Splashed Ink Landscape. By Soga Sojo (active 1490–approx.1512). Japan. Hanging scroll. Ink on paper. Gift and purchase from the Harry G. C. Packard Collection Charitable Trust in honor of Dr. Shujiro Shimada, 1991.63.

What is going on in this painting?
Looking carefully: do you see a landscape in this quickly brushed work? This style of painting is called “splashed ink landscape.” With a few strokes and ink washes the artist suggests mountains, a building, trees, a path, and two human figures.

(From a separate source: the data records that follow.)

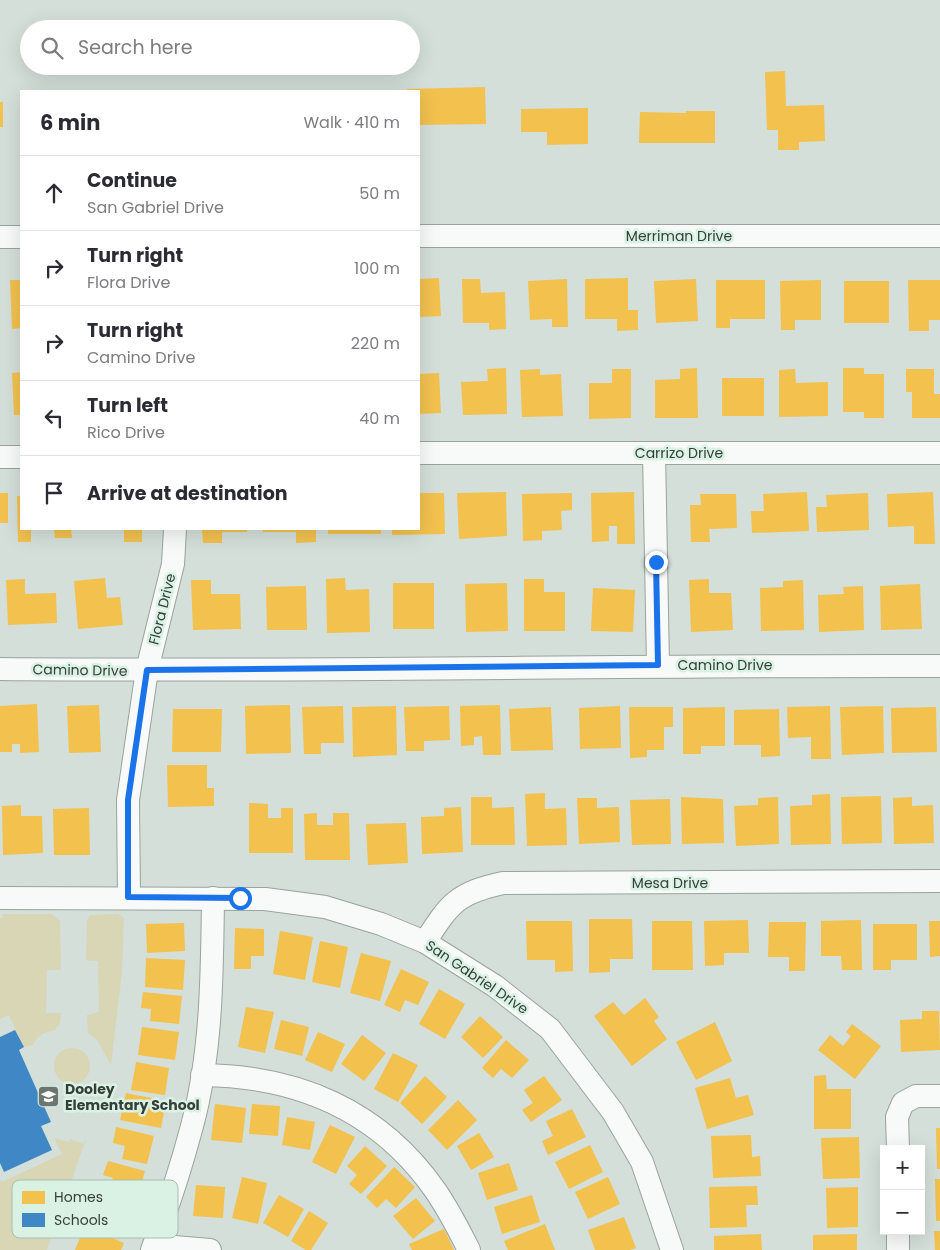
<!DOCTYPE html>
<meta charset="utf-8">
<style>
:root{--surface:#fff;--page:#f2f2f3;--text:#2b2b33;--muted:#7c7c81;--line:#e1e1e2}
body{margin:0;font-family:Poppins,sans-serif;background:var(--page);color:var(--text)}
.controls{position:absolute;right:15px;bottom:15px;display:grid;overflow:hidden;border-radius:0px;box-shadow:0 5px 20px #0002}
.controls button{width:45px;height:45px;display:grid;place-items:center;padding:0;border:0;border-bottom:1px solid var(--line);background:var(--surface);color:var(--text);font:25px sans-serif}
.stop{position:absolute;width:15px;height:15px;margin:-11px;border:4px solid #1a73e8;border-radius:50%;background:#fff}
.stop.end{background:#1a73e8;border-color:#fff;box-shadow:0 1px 5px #0008}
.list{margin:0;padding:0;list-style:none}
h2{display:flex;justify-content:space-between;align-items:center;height:65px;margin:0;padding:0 20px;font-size:21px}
h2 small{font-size:16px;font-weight:400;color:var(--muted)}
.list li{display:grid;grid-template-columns:32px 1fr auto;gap:15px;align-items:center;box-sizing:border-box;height:75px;padding:0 20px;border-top:1px solid var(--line)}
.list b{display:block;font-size:19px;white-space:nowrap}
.list p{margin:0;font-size:16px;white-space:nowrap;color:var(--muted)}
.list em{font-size:16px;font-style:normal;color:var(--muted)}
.icon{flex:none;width:28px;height:28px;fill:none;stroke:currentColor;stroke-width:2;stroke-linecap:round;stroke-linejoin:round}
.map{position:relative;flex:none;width:940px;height:1250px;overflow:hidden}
.search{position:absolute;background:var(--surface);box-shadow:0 5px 20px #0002;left:20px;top:20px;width:400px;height:55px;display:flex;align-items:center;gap:12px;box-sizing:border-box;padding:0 18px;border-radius:28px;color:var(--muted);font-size:19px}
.panel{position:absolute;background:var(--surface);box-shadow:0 5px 20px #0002;left:20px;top:90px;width:400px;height:440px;border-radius:0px}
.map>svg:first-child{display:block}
.green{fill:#d8d6b4}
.homes{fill:#f2c14e}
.schools{fill:#3f88c5}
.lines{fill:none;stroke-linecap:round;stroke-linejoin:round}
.minor-casing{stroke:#9aa39e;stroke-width:24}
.minor{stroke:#f8faf9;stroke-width:22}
.route{stroke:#1a73e8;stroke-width:6}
.labels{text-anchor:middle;stroke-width:5;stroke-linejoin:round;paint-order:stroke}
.street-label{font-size:14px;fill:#353e39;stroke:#daf2e4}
.poi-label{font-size:14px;font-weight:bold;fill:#353e39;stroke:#daf2e4;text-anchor:start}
.key{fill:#daf2e4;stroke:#a8bcb1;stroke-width:1}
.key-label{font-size:14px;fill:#353e39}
</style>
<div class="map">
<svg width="940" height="1250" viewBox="0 0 940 1250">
<rect width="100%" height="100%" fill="#d3dfd8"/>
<g class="green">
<path d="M2,914H52L60,921L61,970H47L46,1013H61L60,1023L55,1030L44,1033L36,1039L33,1045L24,1047L9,1015L0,1019V919L3,917Z"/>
<path d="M118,914L124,918L122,971L111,1065L97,1040L88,1033L87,1015L99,1012L98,961H88L86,959L87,920L90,915Z"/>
<circle cx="72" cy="1066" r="18"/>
<path d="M54,1138L70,1142V1139L83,1144L86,1139L47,1250H0V1180L2,1182L62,1154Z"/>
</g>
<g class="homes">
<path d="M785,71L786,106L824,105L825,141L799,142V150H778V130H767L765,72Z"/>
<path d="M485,87L486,124L419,125V91H407V89Z"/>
<rect x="0" y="102" width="3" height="25"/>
<path d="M588,108V144L547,145V132H521V109Z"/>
<path d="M686,111H715V143H639L640,112L686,113Z"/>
<path d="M439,278L441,316L419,317V279Z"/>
<path d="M628,278V310H638V330L617,331V319H585V279Z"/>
<path d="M462,279H480L481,293L505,292L506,329L489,330V323H463Z"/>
<path d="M567,279L568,327H552V319L530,320L528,281Z"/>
<path d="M696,279L698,321L656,323L654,281Z"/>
<path d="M10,280H21V328L12,329Z"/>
<path d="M716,280H765V319H730V328H716Z"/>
<path d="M821,280V320H795V330H781L780,281Z"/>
<path d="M908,280H940V320H929V331H909Z"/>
<rect x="844" y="281" width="45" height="42"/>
<path d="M506,368L507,414L463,415L461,382L488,381L487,369Z"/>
<path d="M697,368L698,418H655V380L680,379V369Z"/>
<path d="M843,368H864V374H884V418H864V412H843Z"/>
<path d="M540,369V375L561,374L563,416L522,417L520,370Z"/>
<path d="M612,369H631V418L589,419V383H612Z"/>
<path d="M795,369L796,383L828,382V416L779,417V370Z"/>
<path d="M906,369H934V394H940V418H912V392H906Z"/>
<path d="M21,372V415H14L12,373Z"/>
<path d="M439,373L441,413L419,414V374Z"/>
<rect x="722" y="378" width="42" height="38"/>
<path d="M506,492L507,536L459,539L457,493Z"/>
<path d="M634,492L635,544H617V526H609V541L592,542L591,493Z"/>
<path d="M807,492L809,531L752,533L751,511H764L763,494Z"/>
<path d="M933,492L935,544H914V526L888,527L887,494Z"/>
<rect x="0" y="493" width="8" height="30"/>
<path d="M419,493H444L445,534L392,535V529H419Z"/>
<path d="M572,493V510L561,511L562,530L542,531V540L523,541L522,494Z"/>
<path d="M868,493L869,530L817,532L816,507H827L826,495Z"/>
<path d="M700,494H736L737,528L709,529L710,542H691L690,505H701Z"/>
<path d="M17,496H21V529H31V542H18Z"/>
<path d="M54,529H71L72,538H55Z"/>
<rect x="124" y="529" width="18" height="13"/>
<path d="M202,529H247V532H222V543H203Z"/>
<path d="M263,529H316V542L296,543V532H263Z"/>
<rect x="328" y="529" width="53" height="5"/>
<path d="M105,578L107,598L120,597L123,625L78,629L74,581Z"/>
<path d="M345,578L346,590L369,589L370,632L327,633L326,579Z"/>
<path d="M25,579V594L56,593L57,623L8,625L6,580Z"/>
<path d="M524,579H544V592H565V631H524Z"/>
<path d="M709,579V593H731L733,630L691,632L689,580Z"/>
<path d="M191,580H211V594H240L241,629L193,630Z"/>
<path d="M803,580L804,630L761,631L760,588L783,587V581Z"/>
<rect x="393" y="583" width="41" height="46"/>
<path d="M507,583L508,631L466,632L465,584Z"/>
<path d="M920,584L922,629L881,630L880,586Z"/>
<path d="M306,586L307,630H267L266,587Z"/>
<path d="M863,586L864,630L819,632L818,595L844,594L843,587Z"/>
<path d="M593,588L635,590L633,632L591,631Z"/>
<path d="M37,704L39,752L20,753V744H12V752H0V706Z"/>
<path d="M99,705L101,752L69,753L67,706Z"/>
<path d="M290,705L291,753L246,754L245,706Z"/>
<path d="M500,705L501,755H483L482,736L474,737V745L461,746L460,706Z"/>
<path d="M343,706L344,743H321V754H304L302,707Z"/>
<path d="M396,706L397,755L353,757L352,707Z"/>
<path d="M449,706L450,740L424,741V751H406L404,707Z"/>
<path d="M620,706L621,748L580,749L579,708Z"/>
<path d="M830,706L831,759H811V737L788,738L787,707Z"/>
<path d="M883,706L884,753L842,755L840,707Z"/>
<path d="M551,707L553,750L511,751L509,709Z"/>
<path d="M629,707H673V727H664V750H647V757L630,758Z"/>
<path d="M725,707V746H701V754H683V708Z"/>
<path d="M936,707L937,752L892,753L891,708Z"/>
<path d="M173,709H222L221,752H172Z"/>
<path d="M779,709L780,756L761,757V745H734V710Z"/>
<path d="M167,765H207V788H214V806L168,807Z"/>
<path d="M545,793V809L566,808L567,845L527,846L525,794Z"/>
<path d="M830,794L831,844L791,845L790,806L812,805V795Z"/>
<path d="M881,796L882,843L842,844L841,797Z"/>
<path d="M471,797H492V808L514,807L515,845H471Z"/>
<path d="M681,797L723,799L724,843L682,844Z"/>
<path d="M778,797L779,844L736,846L734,806L758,805V798Z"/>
<path d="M912,797V806L933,805L934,843L894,844L893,798Z"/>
<path d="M577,798H597V808L619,807L620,842L579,844Z"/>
<path d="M670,799L671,844L632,845L630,800Z"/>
<path d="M249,803L268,804V818H281V808H293V853H249Z"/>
<path d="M21,805V816H42L43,853L3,855L2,806Z"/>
<path d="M461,807L463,852L422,854L421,817L444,816V808Z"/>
<path d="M89,808L90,855H54L53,809Z"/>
<path d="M317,813V825H333V813H349L350,860H305L304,814Z"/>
<path d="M406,823L408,863L368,865L366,824Z"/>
<path d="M589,919H632L633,959H610V972L589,973Z"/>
<path d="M748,920L749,953H724V965L705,966L704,921Z"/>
<path d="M861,920L862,970H842L841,956H821V921Z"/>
<path d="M526,921H572L573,971L555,972V960H527Z"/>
<path d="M652,921H692L693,970H652Z"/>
<path d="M929,921H940V956L930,957Z"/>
<path d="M769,922H806L805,971H789V957H768Z"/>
<path d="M184,923L185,951L147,953L146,924Z"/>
<path d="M873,924H917V960H891V970H873Z"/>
<path d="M235,928L264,929V956H251V969H234Z"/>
<path d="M280,931L313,937L305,980L273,974Z"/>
<path d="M320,941L348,947L340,988L312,982Z"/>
<path d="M361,953L391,961L380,1001L350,993Z"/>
<path d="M146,958L185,960L183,990L145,987Z"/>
<path d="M401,969L429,982L418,1005L405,1000L400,1012L384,1005Z"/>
<path d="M439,989L465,1004L445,1039L419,1024Z"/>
<path d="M143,992L182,996L179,1024L150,1021L151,1009L141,1008Z"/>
<path d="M645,998L659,1017L654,1021L667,1039L632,1066L594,1016L613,1002L624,1015Z"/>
<path d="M246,1007L274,1012L265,1053L238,1047Z"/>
<path d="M922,1011H939L940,1050L901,1052L900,1020L922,1019Z"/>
<path d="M480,1016L503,1037L483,1058L461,1037Z"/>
<path d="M281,1020L309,1027L302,1056L274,1049Z"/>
<path d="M715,1022L732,1061L696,1080L676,1042Z"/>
<path d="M852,1024L881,1046L855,1079L818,1050L830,1035L843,1046L851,1036L846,1032Z"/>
<path d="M142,1027L179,1032L175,1060L138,1055Z"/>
<path d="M318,1032L345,1044L332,1072L305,1060Z"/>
<path d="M362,1035L386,1053L364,1081L341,1064Z"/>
<path d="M506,1040L529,1060L512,1078L501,1069L493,1078L482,1068Z"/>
<path d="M393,1053L418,1065L398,1102L374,1089Z"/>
<path d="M136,1062L169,1068L165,1095L131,1090Z"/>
<path d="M826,1075L827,1089H851V1129H814V1076Z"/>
<path d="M425,1076L447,1097L422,1124L400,1103Z"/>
<path d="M544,1076L562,1100L531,1122L522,1110L533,1103L524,1090Z"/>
<path d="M730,1078L736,1098L748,1095L754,1115L707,1129L695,1088Z"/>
<path d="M126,1093L166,1101L161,1128L120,1120Z"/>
<path d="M458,1100L477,1120L447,1150L428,1130Z"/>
<path d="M215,1104L246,1108L242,1143L211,1140Z"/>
<path d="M252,1104L280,1106L278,1136L249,1134Z"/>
<path d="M572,1109L586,1137L548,1155L542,1141L553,1136L546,1121Z"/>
<path d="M287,1117L315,1122L310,1150L282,1145Z"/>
<path d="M330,1125L355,1137L336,1174L312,1162Z"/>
<path d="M116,1127L154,1136L147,1164L122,1159L125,1146L113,1143Z"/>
<path d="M936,1128H940V1169H937Z"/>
<path d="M479,1133L494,1157L471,1170L457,1146Z"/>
<path d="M751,1135L752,1157L760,1156L761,1176L713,1178L711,1136Z"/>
<path d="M859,1137L860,1178L823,1179L821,1138Z"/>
<path d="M590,1145L603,1172L569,1189L555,1162Z"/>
<path d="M365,1146L387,1166L361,1194L349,1184L357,1175L347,1166Z"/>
<path d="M108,1161L145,1171L137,1198L109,1190L113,1178L103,1175Z"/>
<path d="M509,1163L518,1190L487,1200L478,1173Z"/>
<path d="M394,1167L415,1187L396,1208L386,1199L377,1208L366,1197Z"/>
<path d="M242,1177L267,1183L258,1224L232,1218Z"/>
<path d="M608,1177L620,1204L588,1219L575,1192Z"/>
<path d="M935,1179H940V1221H936Z"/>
<path d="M196,1185L225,1187L223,1218L193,1216Z"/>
<path d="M757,1186L758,1205H746L747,1227L710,1228L709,1187Z"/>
<path d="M858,1187V1227L827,1228L826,1188Z"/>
<path d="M279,1195L304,1209L288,1237L263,1223Z"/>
<path d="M532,1195L540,1222L502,1234L494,1207Z"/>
<path d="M416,1198L435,1221L413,1239L393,1216Z"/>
<path d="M309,1211L328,1223L311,1250H306L291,1241Z"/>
<path d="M624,1217L636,1248L629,1250H595L588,1230Z"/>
<path d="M545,1224L555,1250H508L504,1241Z"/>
<path d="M85,1226L124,1243L121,1250H75Z"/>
<path d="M444,1229L454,1250H412L409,1244Z"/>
<path d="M934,1231H940V1250H935Z"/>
<path d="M761,1234L762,1250H714V1236Z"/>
<path d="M857,1234V1250H813V1235Z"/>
</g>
<path class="schools" d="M15,1030L24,1047L19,1050L51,1122L41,1126L52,1150L4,1172L0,1163V1037Z"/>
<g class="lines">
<defs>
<g id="minor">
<path d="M419,236H940"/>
<path d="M0,237H21"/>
<path d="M419,453H940"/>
<path d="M654,453L658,665"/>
<path d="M0,457H21"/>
<path d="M0,669C313,672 627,665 940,666"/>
<path d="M129,897L128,800L147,670L173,564L175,529"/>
<path d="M0,898L265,899L325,907L381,924L425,942L495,986L550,1029L613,1112L642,1162L672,1250"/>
<path d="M425,942C450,903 457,893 503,883L940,881"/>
<path d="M202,1075C297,1076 379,1110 435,1190C448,1209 459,1230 469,1250"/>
<path d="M898,1149L897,1117L903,1103L916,1096H940"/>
<path d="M898,1231V1250"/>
<path d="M156,1238L174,1247L210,1250"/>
<path d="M152,1250C167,1210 181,1168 192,1126C212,1052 212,974 213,898"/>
</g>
</defs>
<use href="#minor" class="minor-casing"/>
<use href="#minor" class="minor"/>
</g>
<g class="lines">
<path class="route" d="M240,898L128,897V800L147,670L658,665L656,562"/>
</g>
<defs>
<symbol id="school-square" viewBox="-11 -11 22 22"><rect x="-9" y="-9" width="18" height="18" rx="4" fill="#6c7671" stroke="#daf2e4"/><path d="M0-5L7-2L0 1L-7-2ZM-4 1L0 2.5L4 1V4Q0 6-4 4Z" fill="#fff"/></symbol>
</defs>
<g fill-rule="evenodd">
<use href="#school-square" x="36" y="1084" width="25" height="25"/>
</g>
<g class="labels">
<g class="street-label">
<text x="679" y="241">Merriman Drive</text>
<text x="679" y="458">Carrizo Drive</text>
<text transform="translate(162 609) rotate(-76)" y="5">Flora Drive</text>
<text x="725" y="670">Camino Drive</text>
<text transform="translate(80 670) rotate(1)" y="5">Camino Drive</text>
<text x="670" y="888">Mesa Drive</text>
<text transform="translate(477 977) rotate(34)" y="5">San Gabriel Drive</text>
</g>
<g class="poi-label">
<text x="65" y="1094">Dooley<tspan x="65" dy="16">Elementary School</tspan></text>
</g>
</g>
<rect x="12" y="1180" width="166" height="58" rx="8" class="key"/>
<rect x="22" y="1191" width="23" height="13" fill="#f2c14e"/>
<rect x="22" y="1213" width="23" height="14" fill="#3f88c5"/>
<g class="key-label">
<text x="54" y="1202">Homes</text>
<text x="54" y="1225">Schools</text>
</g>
</svg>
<div class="controls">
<button>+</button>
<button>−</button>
</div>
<div class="stop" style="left:240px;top:898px"></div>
<div class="stop end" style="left:656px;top:562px"></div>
<div class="search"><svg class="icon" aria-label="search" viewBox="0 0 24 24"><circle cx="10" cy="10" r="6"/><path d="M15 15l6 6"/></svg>Search here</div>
<section class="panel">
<h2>6 min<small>Walk · 410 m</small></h2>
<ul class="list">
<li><svg class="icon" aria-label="ahead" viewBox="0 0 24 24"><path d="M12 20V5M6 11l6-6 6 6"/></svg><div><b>Continue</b><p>San Gabriel Drive</p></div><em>50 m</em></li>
<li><svg class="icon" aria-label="right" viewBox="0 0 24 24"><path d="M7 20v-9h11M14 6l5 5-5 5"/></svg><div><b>Turn right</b><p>Flora Drive</p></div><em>100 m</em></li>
<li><svg class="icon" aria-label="right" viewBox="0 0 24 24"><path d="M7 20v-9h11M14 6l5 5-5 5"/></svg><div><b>Turn right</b><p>Camino Drive</p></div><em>220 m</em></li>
<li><svg class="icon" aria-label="left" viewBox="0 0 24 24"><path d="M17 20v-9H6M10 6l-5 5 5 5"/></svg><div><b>Turn left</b><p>Rico Drive</p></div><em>40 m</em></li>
<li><svg class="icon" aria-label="arrive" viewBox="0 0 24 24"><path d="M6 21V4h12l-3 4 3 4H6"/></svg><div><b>Arrive at destination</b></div></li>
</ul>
</section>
</div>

What is written at the top?
The poem, written in Chinese form and characters may be translated as follows:

In the Song period there was a painter Meng Haoran,
in the Tang period there was a poet Bai Juyi (Letian).
A monk strolls in the forests and around streams,
tall pavilion and mansion glitter in gold and silver.
A few clouds float in the sky,
a distant mountain silently awaits him.
- Written by Zen Nanzen Gichiku Shurin

The poem, which mentions famous Chinese poets from the past, was likely added after the painting was complete, and may have been inspired by the painting, particularly the last four lines.

Discussion/Activity:

  1. Compare this painting with the Painting of the Buddhist Monk Daruma
    1. In two columns list adjectives describing each work; start by considering subject matter—who are the figures, what else is depicted besides the figure; then focus on how the image is painted—quickly, carefully, in detail, sketchily, etc.
    2. How much time did each artist spend on the work? Look for their brushstrokes and try to guess how many strokes were used in each work.
    3. What mood is conveyed in each—serious, refreshing, thoughtful?
    4. How does each artist use the unpainted surface in his design?
  2. Discussion: Does the painting accurately represent the poem? Discuss Soami’s picture in comparison to the words of the poem. If you were to paint the poem, what might you do differently?